◆ **What the task requires**: Without the images, write out all of the following entries exactly.

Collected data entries
──────
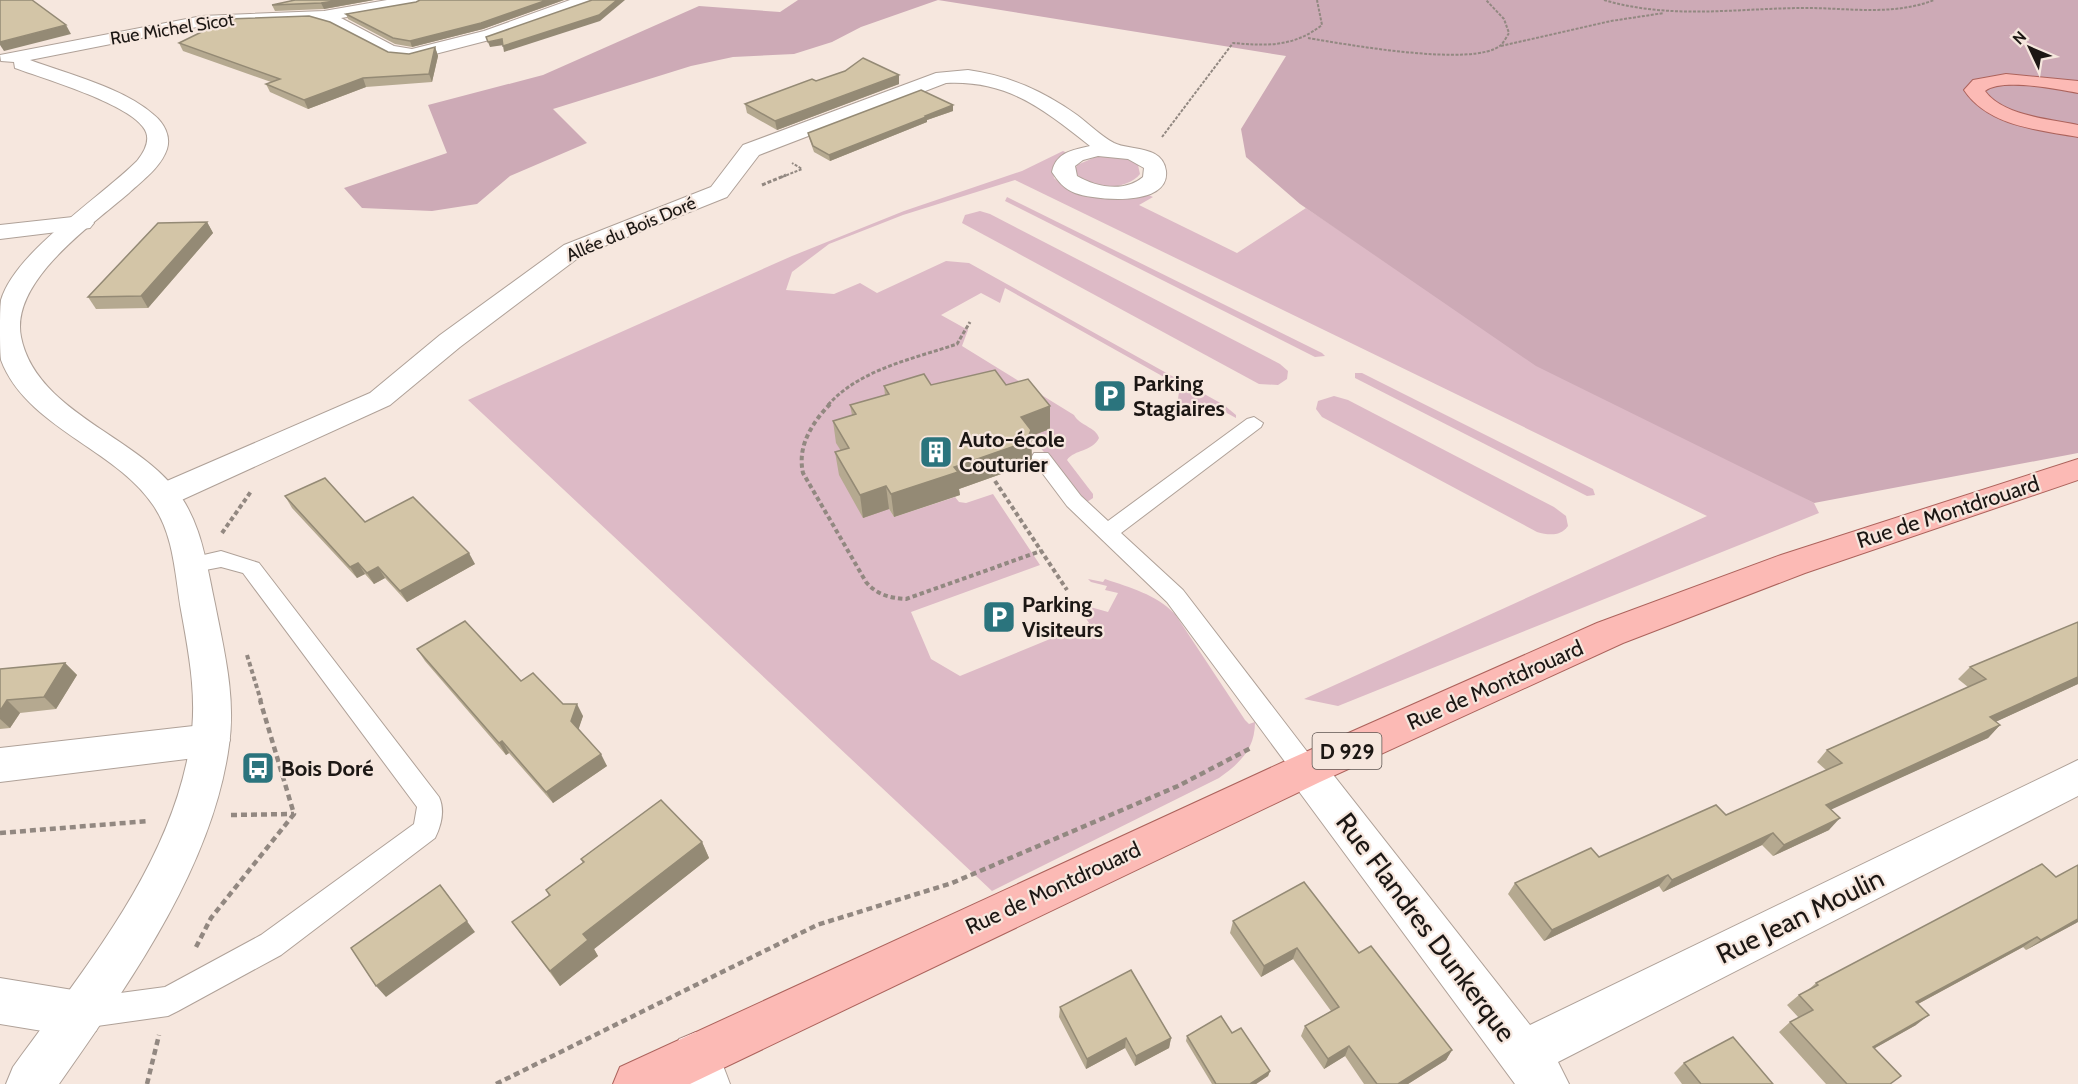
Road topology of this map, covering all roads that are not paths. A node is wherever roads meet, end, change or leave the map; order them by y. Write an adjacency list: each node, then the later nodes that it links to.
1 (418, 0): 3 (street, Rue Michel Sicot)
2 (586, 0): 3 (street)
3 (309, 17): 4 (street, Rue Michel Sicot)
4 (24, 60): 8 (street)
5 (2078, 87): 6 (main road)
6 (2078, 131)
7 (1108, 149): 7 (street, Allée du Bois Doré); 13 (street, Allée du Bois Doré)
8 (82, 223): 9 (street); 13 (street)
9 (0, 232)
10 (1254, 423): 14 (lane)
11 (1041, 458): 14 (lane)
12 (2078, 469): 18 (main road, Rue de Montdrouard / D 929)
13 (164, 495): 15 (street)
14 (1107, 533): 18 (lane)
15 (190, 565): 16 (street); 21 (lane)
16 (211, 740): 17 (street); 21 (street)
17 (0, 765)
18 (1306, 770): 22 (street, Rue Flandres Dunkerque); 23 (main road, Rue de Montdrouard / D 929)
19 (2078, 777): 22 (street, Rue Jean Moulin)
20 (0, 1001): 21 (street)
21 (79, 1014): 24 (street)
22 (1534, 1069)
23 (701, 1070): 25 (main road, Rue de Montdrouard / D 929)
24 (30, 1084)
25 (636, 1084)

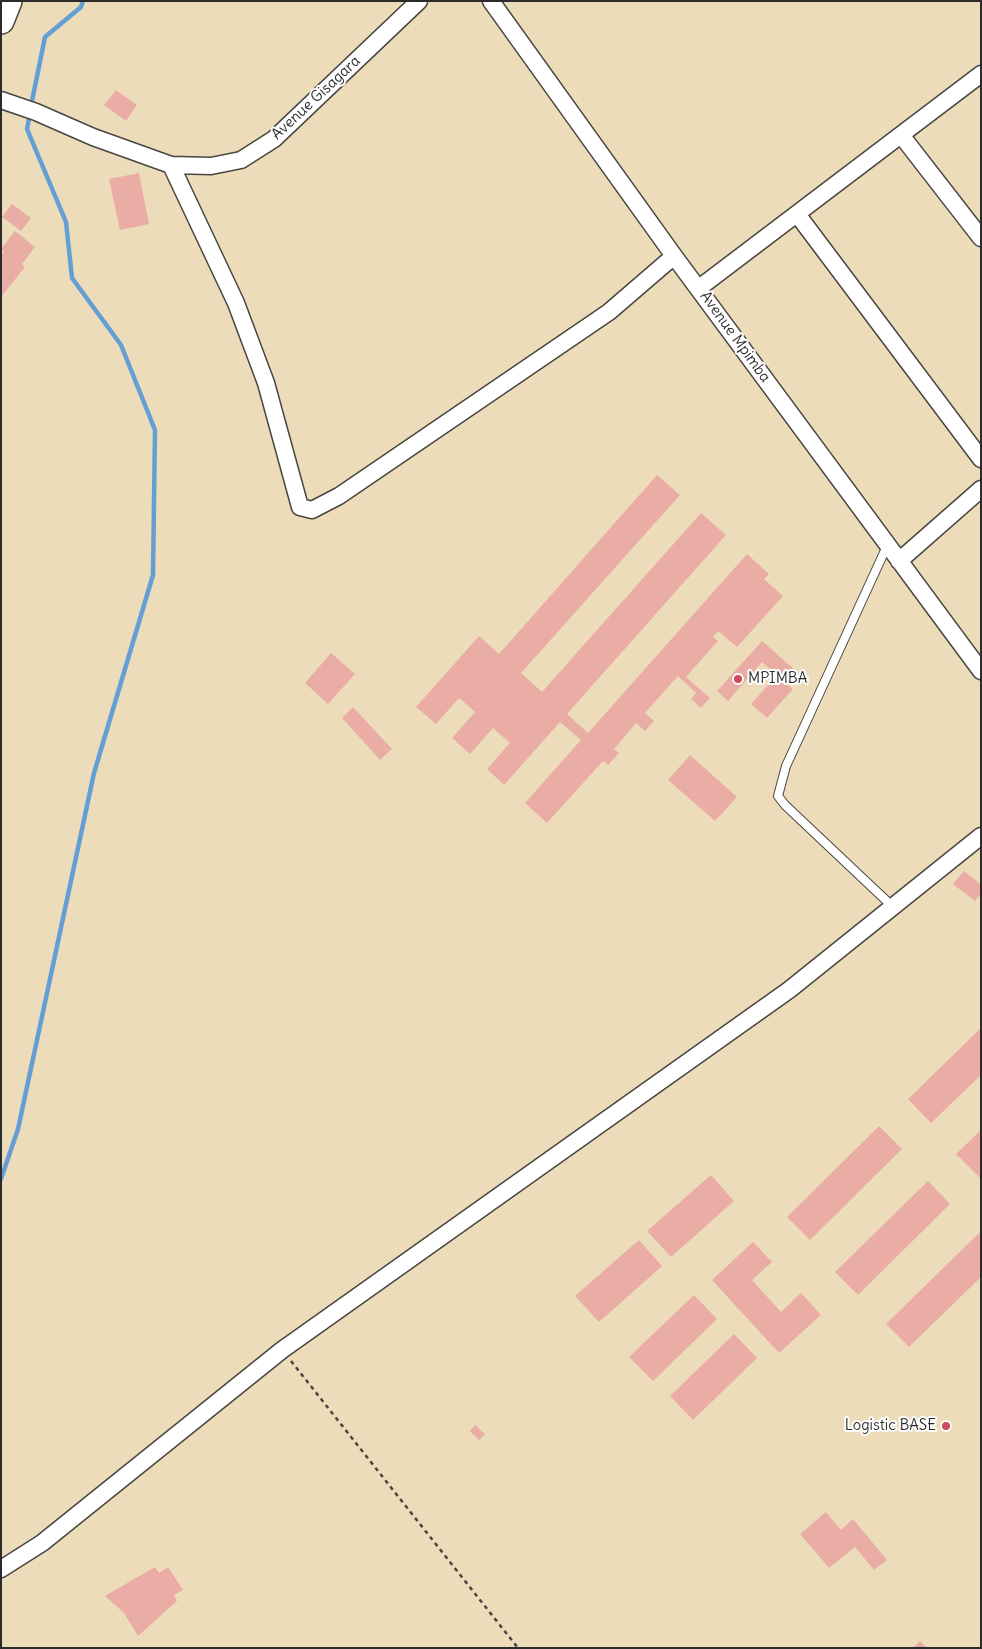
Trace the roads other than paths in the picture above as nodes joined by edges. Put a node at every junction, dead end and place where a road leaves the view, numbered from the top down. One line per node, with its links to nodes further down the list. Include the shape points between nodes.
──────
◆ **Response for this exercise**:
Road topology of this map, covering all roads that are not paths. A node is wherever roads meet, end, change or leave the map; order them by y. Write an adjacency list: each node, then the later nodes that it links to.
1 (418, 0): 3 (street, Rue Michel Sicot)
2 (586, 0): 3 (street)
3 (309, 17): 4 (street, Rue Michel Sicot)
4 (24, 60): 8 (street)
5 (2078, 87): 6 (main road)
6 (2078, 131)
7 (1108, 149): 7 (street, Allée du Bois Doré); 13 (street, Allée du Bois Doré)
8 (82, 223): 9 (street); 13 (street)
9 (0, 232)
10 (1254, 423): 14 (lane)
11 (1041, 458): 14 (lane)
12 (2078, 469): 18 (main road, Rue de Montdrouard / D 929)
13 (164, 495): 15 (street)
14 (1107, 533): 18 (lane)
15 (190, 565): 16 (street); 21 (lane)
16 (211, 740): 17 (street); 21 (street)
17 (0, 765)
18 (1306, 770): 22 (street, Rue Flandres Dunkerque); 23 (main road, Rue de Montdrouard / D 929)
19 (2078, 777): 22 (street, Rue Jean Moulin)
20 (0, 1001): 21 (street)
21 (79, 1014): 24 (street)
22 (1534, 1069)
23 (701, 1070): 25 (main road, Rue de Montdrouard / D 929)
24 (30, 1084)
25 (636, 1084)

Trace the roads other than paths in the picture above as nodes joined by edges. Put a node at every junction, dead end and place where a road leaves the view, numbered from the top down. One line per node, with its links to nodes further down the list. Include the shape points between nodes.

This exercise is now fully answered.